Это вопрос меня глубоко поразил. Люди, собирающиеся перестраивать новую культурно-туристическую карту страны, никогда не слышали слова «Китеж». Это значит, они незнакомы с классическим наследием русской музыки и никогда не слыхали об опере Римского-Корсакова «Сказание о невидимом граде Китеже и деве Февронии», которая наряду с оперой Глинки «Иван Сусанин» составляет наследие патриотического русского искусства. Это также означает, что они никогда не читали русскую литературу, в частности Лескова или Мельникова-Печерского, и, может быть, никогда не слышали их имен. И эти люди собираются реформировать русскую культуру и знание о ней? Почему дореволюционная студенческая молодежь отправлялась к святым берегам Светлояра, а постсоветские чиновники от культуры никогда о Китеже не слышали?

Но, быть может, это касается только мелкого министерского звена, которое, как говорили Ильф и Петров, «в гимназиях не обучалось». Но, к сожалению, это касается и самого господина министра культуры, о чем я расскажу несколько позже.

С поисками Китежа связаны и мои поиски религиозно-философских тем в русском искусстве. Мне удалось обнаружить неизвестную, но чрезвычайно интересную картину М. В. Нестерова «У креста». Этому я обязан посещению Духовной академии в Загорске.
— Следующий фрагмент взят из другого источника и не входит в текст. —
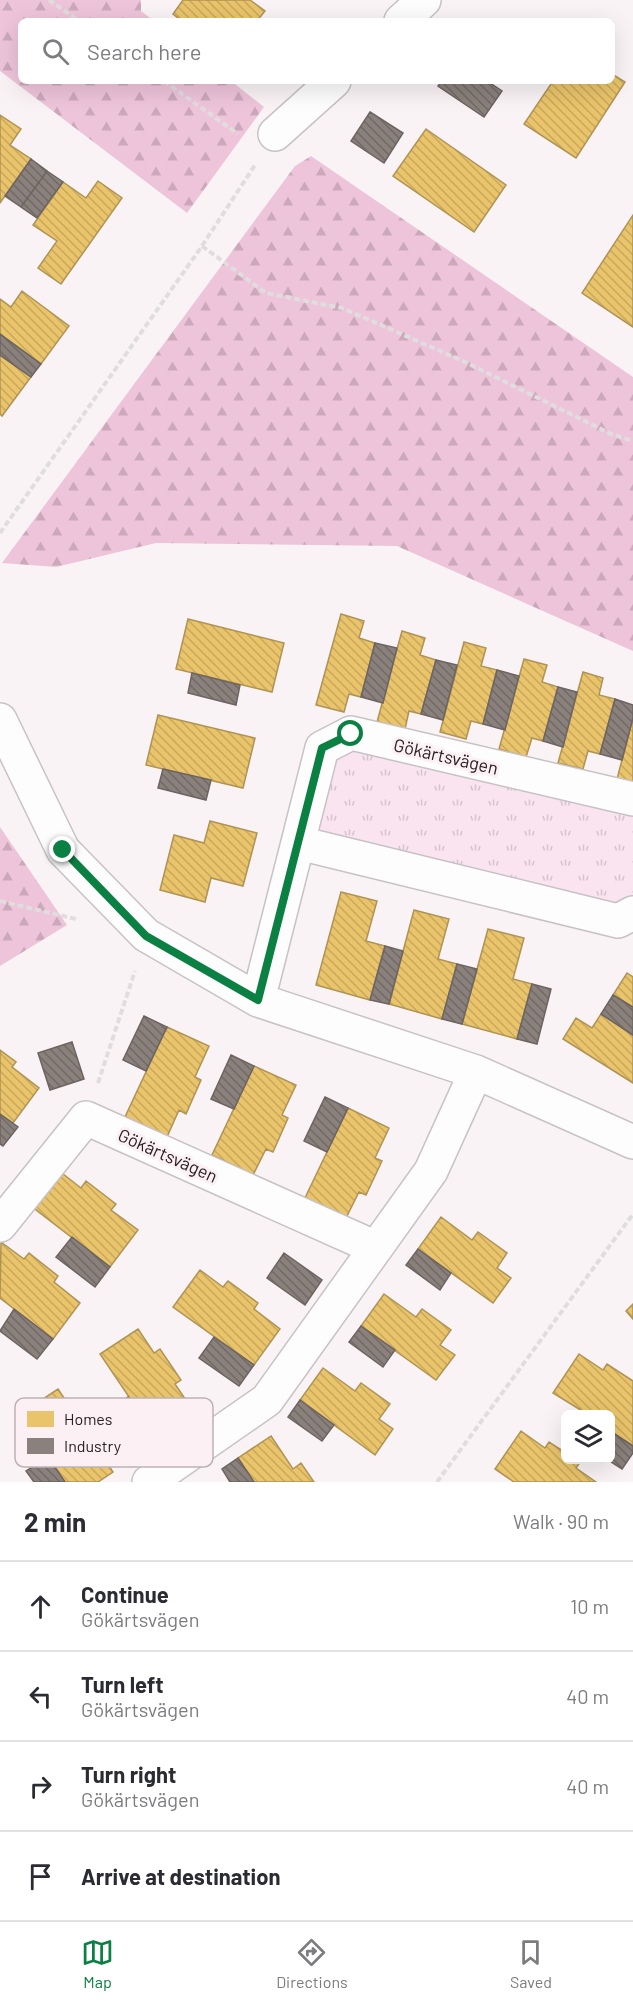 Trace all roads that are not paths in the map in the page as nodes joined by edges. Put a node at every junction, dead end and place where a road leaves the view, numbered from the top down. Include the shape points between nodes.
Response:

Дело в том, что в 1975 г. я издал книгу «Музыкальная эстетика средневековья и Возрождения». В ней было много материалов, относящихся к церковной музыке и суждениям о ней отцов церкви. Эту книгу, находясь в Загорске, я подарил библиотеке Духовной академии. После этого передо мной открылись двери и в монастырь, и в академию. Я с интересом познакомился с учебным музеем академии, где помимо икон я обнаружил несколько ценных произведений живописи на религиозные темы. Одна из них называлась «У креста» и была подписана именем М. В. Нестерова. Картина поражала воображение. Композиционный центр картины составляло распятие, перенесенное на бескрайний нестеровский пейзаж, с березовым подлеском на берегу змеящейся речки.

Композиция фигур, стоящих справа и слева у креста, строго симметрична. Ближайшая к Христу фигура – коленопреклоненный Гоголь со свечой в руках. Вслед за ним стоит жена Достоевского, держащая в руках маленький гробик – символ страдания и утраты. За ней – фигура Достоевского со свечой. С левой стороны от креста изображены представители народа – крестьянин в длинной белой рубахе, женщина в цветном платке. Кроме того, в правом углу картины проглядывает еще одно изображение, но оно замазано зеленой краской. Вероятно, это философ С. Н. Булгаков, который в 1922 г. был изгнан из России. Все фигуры, изображенные на картине, обращены лицом к Христу. В их позах и выражении лиц и поклонение, и немой вопрос, и выражение надежды на спасение.

Я выбрал эту картину для иллюстрации одной из моих книг. Но выяснилось, что в списках работ Нестерова эта картина не значилась. Сам Нестеров ни в своих «Письмах», ни в «Воспоминаниях» никогда о ней не упоминал. Я обратился к специалистам по творчеству Нестерова, но они об этой картине тоже ничего не знали. Напрашивалась альтернатива: либо это неизвестная картина Нестерова, либо подделка.

Для того чтобы разрешить вопрос, я стал искать членов семьи М. В. Нестерова. Я выяснил, что в Москве живет дочь Нестерова, Наталья Михайловна, вместе со своим мужем Федором Сергеевичем, сыном С. Н. Булгакова, и внучка художника – Ирина Викторовна Шрёдер. К ней я и обратился.

Ирина Викторовна любезно рассказала мне историю картины. По ее словам, она всегда «стояла за диваном», Нестеров никому ее не показывал, никогда о ней не упоминал. Написана она была в конце 20-х гг., и выставлять ее в это время в СССР было и невозможно, и опасно. Противники Нестерова и так называли его «богомазом», упрекая за то, что в свое время он расписывал церкви. А эта картина, на которой помимо Гоголя и Достоевского присутствовал сосланный Булгаков, могла дать повод к самой ожесточенной травле художника. Поэтому она была сослана в «задиванье», где и простояла несколько десятков лет. Позднее она была подарена Духовной академии. Не попала она и на выставку Нестерова, когда праздновался столетний юбилей художника, не было ее и на выставке 1989 г.

Я опубликовал несколько статей об этой картине, которые получили международный отклик (У креста. К истории неизвестного шедевра М. В. Нестерова // Человек. 1994. № 3). Я рад, что таким, быть может незначительным, способом способствовал возрождению забытого духовного наследия России.